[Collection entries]
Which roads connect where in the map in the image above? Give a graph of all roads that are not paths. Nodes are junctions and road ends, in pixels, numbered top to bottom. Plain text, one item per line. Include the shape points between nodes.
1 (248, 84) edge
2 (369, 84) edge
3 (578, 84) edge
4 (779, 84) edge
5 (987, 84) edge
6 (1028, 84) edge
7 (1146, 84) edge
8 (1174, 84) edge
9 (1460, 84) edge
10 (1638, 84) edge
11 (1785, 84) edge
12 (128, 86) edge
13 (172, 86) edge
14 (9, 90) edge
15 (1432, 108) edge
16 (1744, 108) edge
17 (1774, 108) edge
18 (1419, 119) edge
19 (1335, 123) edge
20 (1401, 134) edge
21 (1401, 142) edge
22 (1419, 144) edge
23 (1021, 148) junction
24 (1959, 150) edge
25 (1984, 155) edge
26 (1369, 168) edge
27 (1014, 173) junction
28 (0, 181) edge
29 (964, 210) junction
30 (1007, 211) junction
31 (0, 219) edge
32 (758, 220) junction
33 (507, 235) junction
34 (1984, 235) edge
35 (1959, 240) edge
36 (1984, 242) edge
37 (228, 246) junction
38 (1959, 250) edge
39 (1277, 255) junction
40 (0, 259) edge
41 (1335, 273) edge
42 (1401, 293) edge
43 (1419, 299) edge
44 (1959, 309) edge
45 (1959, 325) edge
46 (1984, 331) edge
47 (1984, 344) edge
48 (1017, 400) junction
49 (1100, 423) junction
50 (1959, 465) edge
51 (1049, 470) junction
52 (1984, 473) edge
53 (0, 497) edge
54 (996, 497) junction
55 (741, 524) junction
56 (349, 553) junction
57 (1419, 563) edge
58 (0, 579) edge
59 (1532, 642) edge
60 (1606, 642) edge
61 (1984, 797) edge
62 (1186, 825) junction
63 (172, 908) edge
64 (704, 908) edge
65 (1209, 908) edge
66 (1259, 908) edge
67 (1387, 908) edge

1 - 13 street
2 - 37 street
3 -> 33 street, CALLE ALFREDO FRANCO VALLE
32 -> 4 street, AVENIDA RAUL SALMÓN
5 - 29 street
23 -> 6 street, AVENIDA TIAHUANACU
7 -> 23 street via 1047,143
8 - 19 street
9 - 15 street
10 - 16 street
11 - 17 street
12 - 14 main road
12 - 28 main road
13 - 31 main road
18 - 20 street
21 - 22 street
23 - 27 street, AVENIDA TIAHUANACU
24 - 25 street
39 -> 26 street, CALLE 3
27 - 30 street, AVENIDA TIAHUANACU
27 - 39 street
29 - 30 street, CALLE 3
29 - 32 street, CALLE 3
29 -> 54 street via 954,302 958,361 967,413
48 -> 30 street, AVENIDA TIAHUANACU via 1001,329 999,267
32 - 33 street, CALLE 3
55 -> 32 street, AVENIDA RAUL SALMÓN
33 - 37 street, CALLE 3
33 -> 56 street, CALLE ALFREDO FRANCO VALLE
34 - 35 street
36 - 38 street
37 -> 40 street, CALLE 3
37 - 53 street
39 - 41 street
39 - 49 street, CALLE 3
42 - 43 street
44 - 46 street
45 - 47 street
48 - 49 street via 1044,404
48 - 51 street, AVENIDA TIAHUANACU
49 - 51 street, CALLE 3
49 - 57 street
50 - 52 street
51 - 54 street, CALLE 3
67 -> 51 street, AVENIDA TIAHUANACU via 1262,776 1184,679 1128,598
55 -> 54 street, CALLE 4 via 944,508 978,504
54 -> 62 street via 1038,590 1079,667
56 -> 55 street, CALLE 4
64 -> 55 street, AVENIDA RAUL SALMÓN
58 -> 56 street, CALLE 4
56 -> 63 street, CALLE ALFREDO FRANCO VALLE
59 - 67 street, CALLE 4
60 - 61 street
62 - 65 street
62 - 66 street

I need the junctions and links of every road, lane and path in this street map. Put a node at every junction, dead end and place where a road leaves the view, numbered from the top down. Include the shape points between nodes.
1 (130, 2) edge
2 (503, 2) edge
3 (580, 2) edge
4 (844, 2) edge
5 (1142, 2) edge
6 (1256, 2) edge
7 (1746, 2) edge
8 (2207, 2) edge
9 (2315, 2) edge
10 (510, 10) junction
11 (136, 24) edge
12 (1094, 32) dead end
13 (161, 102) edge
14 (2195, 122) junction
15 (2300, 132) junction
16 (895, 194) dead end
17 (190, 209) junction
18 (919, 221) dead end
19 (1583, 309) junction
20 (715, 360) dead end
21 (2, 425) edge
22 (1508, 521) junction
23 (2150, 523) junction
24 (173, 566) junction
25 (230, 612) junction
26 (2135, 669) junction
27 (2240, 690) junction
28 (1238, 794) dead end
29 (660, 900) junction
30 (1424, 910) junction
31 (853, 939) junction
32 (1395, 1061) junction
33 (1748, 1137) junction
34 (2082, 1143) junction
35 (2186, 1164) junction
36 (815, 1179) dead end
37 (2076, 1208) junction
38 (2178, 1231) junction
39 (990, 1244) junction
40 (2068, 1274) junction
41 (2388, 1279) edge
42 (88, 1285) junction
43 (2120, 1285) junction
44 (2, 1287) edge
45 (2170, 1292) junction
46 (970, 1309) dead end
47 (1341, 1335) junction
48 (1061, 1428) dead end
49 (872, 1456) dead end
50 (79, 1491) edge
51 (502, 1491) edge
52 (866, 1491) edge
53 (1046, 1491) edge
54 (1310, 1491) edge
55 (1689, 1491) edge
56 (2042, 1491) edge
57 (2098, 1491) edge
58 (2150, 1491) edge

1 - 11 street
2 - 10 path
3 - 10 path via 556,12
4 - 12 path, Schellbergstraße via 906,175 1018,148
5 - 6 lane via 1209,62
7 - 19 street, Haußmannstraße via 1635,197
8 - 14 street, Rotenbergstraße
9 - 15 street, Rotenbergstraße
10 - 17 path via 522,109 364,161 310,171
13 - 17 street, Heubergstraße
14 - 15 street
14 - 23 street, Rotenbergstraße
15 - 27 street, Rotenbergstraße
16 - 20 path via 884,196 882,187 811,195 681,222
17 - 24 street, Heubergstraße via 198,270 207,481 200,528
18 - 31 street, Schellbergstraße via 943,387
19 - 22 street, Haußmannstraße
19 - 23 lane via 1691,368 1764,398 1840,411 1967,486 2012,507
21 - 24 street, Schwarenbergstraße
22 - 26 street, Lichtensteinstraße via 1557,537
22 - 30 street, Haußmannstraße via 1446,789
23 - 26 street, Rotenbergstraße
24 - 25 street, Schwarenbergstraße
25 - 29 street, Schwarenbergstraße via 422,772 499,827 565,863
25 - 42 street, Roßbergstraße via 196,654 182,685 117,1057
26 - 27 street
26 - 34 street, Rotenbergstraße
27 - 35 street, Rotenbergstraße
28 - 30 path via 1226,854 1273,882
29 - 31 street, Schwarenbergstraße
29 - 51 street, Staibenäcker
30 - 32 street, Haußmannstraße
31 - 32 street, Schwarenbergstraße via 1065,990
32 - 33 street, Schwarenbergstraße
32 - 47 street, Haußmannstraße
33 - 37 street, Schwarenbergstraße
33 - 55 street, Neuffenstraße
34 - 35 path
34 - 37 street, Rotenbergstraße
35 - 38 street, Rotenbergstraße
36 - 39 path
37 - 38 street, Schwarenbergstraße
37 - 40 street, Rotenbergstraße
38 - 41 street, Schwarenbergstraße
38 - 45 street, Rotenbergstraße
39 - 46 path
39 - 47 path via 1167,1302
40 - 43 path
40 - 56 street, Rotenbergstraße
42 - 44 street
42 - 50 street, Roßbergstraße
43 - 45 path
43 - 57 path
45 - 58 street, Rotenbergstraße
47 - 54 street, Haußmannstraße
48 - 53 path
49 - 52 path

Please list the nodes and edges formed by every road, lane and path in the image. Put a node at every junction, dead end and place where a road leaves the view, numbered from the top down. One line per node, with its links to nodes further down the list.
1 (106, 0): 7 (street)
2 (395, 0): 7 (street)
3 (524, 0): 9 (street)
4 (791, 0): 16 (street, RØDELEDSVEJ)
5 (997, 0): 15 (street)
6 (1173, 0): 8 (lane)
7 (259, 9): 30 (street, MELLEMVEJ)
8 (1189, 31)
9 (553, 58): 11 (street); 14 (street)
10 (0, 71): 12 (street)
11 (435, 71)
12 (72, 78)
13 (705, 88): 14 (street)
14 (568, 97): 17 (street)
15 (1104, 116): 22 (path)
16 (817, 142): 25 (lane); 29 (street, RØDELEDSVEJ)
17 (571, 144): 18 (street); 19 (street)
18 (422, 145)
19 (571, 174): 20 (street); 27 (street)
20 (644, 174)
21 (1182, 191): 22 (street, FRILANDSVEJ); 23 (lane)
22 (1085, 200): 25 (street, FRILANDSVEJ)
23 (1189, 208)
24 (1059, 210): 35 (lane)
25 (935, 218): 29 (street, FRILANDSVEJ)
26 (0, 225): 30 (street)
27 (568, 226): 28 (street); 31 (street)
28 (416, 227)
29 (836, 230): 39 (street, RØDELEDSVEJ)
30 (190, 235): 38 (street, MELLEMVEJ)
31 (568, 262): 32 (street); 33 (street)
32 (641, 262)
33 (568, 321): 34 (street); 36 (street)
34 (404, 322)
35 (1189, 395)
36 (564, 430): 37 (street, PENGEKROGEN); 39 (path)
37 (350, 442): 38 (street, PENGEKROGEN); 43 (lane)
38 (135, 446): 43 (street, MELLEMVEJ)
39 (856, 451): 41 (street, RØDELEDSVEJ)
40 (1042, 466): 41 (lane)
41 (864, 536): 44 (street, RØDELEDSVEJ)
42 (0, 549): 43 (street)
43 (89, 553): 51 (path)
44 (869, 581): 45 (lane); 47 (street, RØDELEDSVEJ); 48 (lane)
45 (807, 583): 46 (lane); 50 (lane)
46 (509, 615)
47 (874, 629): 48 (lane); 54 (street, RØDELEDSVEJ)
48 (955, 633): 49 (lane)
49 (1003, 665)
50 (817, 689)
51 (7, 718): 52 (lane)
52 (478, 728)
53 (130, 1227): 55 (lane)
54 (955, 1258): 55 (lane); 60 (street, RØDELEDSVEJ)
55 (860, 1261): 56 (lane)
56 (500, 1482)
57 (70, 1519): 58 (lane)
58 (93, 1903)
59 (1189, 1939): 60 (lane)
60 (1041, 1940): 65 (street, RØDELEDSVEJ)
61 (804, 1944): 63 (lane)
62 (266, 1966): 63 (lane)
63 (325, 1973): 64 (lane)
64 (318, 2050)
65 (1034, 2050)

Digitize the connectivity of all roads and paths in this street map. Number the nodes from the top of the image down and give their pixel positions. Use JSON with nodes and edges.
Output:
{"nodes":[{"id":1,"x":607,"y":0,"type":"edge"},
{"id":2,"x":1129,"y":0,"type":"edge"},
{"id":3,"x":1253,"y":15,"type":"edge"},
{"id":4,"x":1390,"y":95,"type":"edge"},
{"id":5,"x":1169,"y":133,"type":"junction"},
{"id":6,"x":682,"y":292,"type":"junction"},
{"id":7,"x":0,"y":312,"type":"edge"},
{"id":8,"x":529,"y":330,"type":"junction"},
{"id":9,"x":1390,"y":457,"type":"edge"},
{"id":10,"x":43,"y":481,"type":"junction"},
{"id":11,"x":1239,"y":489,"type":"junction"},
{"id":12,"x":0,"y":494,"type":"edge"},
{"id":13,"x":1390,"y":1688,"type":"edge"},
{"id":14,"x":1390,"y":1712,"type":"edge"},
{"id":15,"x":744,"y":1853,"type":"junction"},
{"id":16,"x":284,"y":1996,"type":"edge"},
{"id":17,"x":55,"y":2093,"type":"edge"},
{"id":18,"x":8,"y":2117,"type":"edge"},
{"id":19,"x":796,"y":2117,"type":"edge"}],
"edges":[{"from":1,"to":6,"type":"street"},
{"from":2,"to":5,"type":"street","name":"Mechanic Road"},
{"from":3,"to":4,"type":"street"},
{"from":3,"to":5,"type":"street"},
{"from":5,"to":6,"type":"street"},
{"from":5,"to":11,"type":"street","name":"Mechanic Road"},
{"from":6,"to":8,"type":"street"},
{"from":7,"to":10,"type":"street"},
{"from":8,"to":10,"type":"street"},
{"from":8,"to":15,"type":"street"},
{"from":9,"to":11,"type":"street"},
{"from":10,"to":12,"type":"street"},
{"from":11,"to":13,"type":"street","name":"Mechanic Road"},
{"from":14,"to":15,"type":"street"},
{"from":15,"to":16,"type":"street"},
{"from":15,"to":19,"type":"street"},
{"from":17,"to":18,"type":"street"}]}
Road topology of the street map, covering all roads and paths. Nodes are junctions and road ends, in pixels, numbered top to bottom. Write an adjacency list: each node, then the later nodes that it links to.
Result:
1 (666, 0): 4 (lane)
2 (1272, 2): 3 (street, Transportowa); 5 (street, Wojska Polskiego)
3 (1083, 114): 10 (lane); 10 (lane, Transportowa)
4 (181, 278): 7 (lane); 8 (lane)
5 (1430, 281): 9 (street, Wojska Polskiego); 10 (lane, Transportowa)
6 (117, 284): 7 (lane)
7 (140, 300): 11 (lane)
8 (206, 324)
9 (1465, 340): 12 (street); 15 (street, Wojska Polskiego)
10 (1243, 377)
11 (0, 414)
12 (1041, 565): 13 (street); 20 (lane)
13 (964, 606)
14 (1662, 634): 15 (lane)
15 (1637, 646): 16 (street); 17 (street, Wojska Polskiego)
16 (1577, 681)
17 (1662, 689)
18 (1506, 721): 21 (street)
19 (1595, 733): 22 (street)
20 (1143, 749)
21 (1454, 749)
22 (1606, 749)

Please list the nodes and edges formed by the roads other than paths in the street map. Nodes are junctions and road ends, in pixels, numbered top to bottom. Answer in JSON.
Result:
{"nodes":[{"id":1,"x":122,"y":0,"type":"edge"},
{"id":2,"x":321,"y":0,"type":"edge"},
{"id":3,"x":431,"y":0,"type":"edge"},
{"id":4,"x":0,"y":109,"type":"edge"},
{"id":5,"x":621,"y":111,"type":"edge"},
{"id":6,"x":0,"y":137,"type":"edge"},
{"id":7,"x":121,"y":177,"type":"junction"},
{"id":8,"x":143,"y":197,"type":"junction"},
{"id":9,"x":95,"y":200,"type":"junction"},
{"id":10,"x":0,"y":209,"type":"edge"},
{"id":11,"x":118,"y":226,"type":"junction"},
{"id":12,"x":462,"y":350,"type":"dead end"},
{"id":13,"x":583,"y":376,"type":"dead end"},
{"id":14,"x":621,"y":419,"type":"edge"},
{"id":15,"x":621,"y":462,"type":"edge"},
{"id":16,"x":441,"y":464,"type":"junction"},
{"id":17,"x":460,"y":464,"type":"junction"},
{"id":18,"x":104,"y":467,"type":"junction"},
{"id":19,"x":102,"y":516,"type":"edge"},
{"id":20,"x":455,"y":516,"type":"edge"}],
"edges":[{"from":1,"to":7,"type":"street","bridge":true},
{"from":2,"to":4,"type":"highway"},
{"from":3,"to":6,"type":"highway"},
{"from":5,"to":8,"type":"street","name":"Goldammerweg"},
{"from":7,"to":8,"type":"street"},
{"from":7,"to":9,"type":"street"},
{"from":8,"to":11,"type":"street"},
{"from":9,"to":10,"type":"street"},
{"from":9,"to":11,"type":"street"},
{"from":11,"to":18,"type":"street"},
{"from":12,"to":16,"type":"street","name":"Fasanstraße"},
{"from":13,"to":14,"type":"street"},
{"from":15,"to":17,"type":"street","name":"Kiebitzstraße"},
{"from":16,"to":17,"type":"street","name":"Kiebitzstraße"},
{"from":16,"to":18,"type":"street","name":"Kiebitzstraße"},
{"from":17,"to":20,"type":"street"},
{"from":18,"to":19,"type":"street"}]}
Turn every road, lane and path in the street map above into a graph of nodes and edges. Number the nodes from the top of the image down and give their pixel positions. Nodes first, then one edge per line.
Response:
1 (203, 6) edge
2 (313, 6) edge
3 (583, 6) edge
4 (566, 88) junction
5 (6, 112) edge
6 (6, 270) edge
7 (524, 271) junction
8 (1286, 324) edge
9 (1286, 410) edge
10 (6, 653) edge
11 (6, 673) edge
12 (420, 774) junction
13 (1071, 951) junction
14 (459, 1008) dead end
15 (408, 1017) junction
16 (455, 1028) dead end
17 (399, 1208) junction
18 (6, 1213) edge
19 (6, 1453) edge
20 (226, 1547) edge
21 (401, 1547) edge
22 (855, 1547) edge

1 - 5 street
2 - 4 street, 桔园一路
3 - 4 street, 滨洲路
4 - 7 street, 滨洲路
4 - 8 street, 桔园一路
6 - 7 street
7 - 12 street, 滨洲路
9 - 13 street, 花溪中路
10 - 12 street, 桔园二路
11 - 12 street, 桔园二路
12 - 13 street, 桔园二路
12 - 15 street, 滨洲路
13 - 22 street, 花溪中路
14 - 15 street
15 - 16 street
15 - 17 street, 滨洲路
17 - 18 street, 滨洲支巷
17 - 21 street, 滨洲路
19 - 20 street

Your goal -
Check each line of the records above, and copy those that hold the word "AVENIDA".

Solution to the problem -
32 -> 4 street, AVENIDA RAUL SALMÓN
23 -> 6 street, AVENIDA TIAHUANACU
23 - 27 street, AVENIDA TIAHUANACU
27 - 30 street, AVENIDA TIAHUANACU
48 -> 30 street, AVENIDA TIAHUANACU via 1001,329 999,267
55 -> 32 street, AVENIDA RAUL SALMÓN
48 - 51 street, AVENIDA TIAHUANACU
67 -> 51 street, AVENIDA TIAHUANACU via 1262,776 1184,679 1128,598
64 -> 55 street, AVENIDA RAUL SALMÓN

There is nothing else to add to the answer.